Table 2 presents the desired properties of the subspace cluster approaches have: Compared to the traditional subspace clustering approaches, the enhanced subspace clustering approaches have desired properties (K. Sim, et al., 2012).
Here we present the desired properties (K. Sim, et al., 2012) of different subspace approaches. So the reader will first follow the problems and what desired properties they explore in their clustering results. Later the reader will understand the results and their properties, and if the properties of the solutions do fulfill the desired properties that the problems seek. In future many variations of subspace clusters have been proposed to deal with various types of data and solve different problems. We will use deriving models to represent the results. All these proposed techniques have the potential to be future research areas of enhanced subspace clustering.
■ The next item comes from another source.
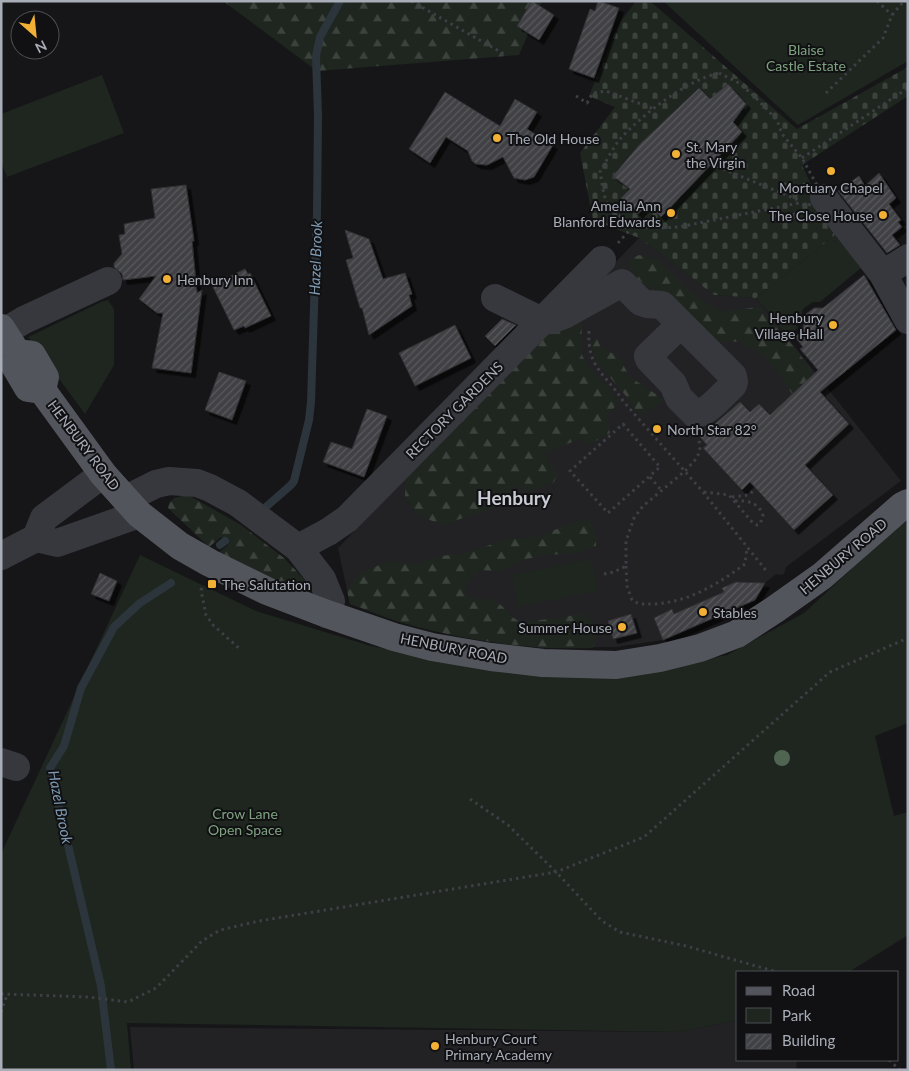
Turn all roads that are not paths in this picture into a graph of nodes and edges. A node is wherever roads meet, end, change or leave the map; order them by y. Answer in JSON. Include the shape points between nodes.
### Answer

Nowadays, due to the advancement of data collection and increase of data is a challenging task. So the research trend has moved from traditional clustering to enhanced subspace clustering. In this review, the authors have presented the enhanced subspace clustering paradigm. As with any approach, enhanced subspace techniques finds useful and improved results depending on the selection of a particular approach and proper tuning of the algorithm with i/p parameters. This paper has discussed the concept of traditional subspace clustering and enhanced subspace clustering is desired properties of different types of approaches. Further, they will study the implementations and compare their solutions. Research in enhanced Subspace clustering is an exciting area to mine the high dimensional data sets efficiently.